BVWire–UKIssue #32-2
November 16, 2021

Valuation experts frequently receive forecasts that start modestly but accelerate dramatically in future years. Many academic studies conclude that overly optimistic forecasts are the norm—and few SMEs ever meet their targets. It’s generally up to business analysts to adjust forecasts as part of their business valuation work.

But what if the valuation expert has confidence in what may appear to be unrealistic projections from management? How can the expert provide evidence in support of those future claims?

In a blog post, Chris Mercer (Mercer Capital) recalls having a hockey-stick projection from a bank that currently had low earnings. It appeared that the bank could not possibly achieve that level of performance found in the bank’s own current capital plan for the next five years, which had been prepared for regulatory review in the normal course of business. Mercer was accused of unrealistically relying on the bank’s capital plan.

In response, Mercer referred the attorney to an exhibit in the valuation report that compared the previous five years’ performance with the earnings and returns of the capital plan. “There, it was clear that the projected returns (on assets and equity) were within the levels achieved by the bank in the previous few years, and below the current level of the bank’s peer group,” Mercer writes. “Value today is a function of expectations for future performance—and the expectations used were in line with past performance, management’s stated plans, management’s business plan, and the performance of similar banks.”

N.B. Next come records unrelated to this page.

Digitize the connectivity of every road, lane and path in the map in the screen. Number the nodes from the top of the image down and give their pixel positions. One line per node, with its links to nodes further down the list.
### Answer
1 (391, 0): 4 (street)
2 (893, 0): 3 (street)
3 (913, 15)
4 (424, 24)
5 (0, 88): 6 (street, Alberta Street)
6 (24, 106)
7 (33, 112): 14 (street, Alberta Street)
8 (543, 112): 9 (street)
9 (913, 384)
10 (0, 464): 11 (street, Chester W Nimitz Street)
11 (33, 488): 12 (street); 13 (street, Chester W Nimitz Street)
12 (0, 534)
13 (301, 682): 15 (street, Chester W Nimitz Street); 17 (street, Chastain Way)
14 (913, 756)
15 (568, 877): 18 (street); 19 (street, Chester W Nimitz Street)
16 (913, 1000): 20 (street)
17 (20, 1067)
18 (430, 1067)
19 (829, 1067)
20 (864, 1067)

This situation illustrates the importance of professional skepticism, especially when reviewing management’s prospective financial information (PFI). Common procedures include, but are not limited to, a comparison of prior forecasts to actual results, comparison of PFI to industry expectations, checking the PFI against other internally prepared financial information for consistency, a comparison of entity PFI to historical trends, an understanding of who prepared the PFI and how often it is prepared, and math and logic checks.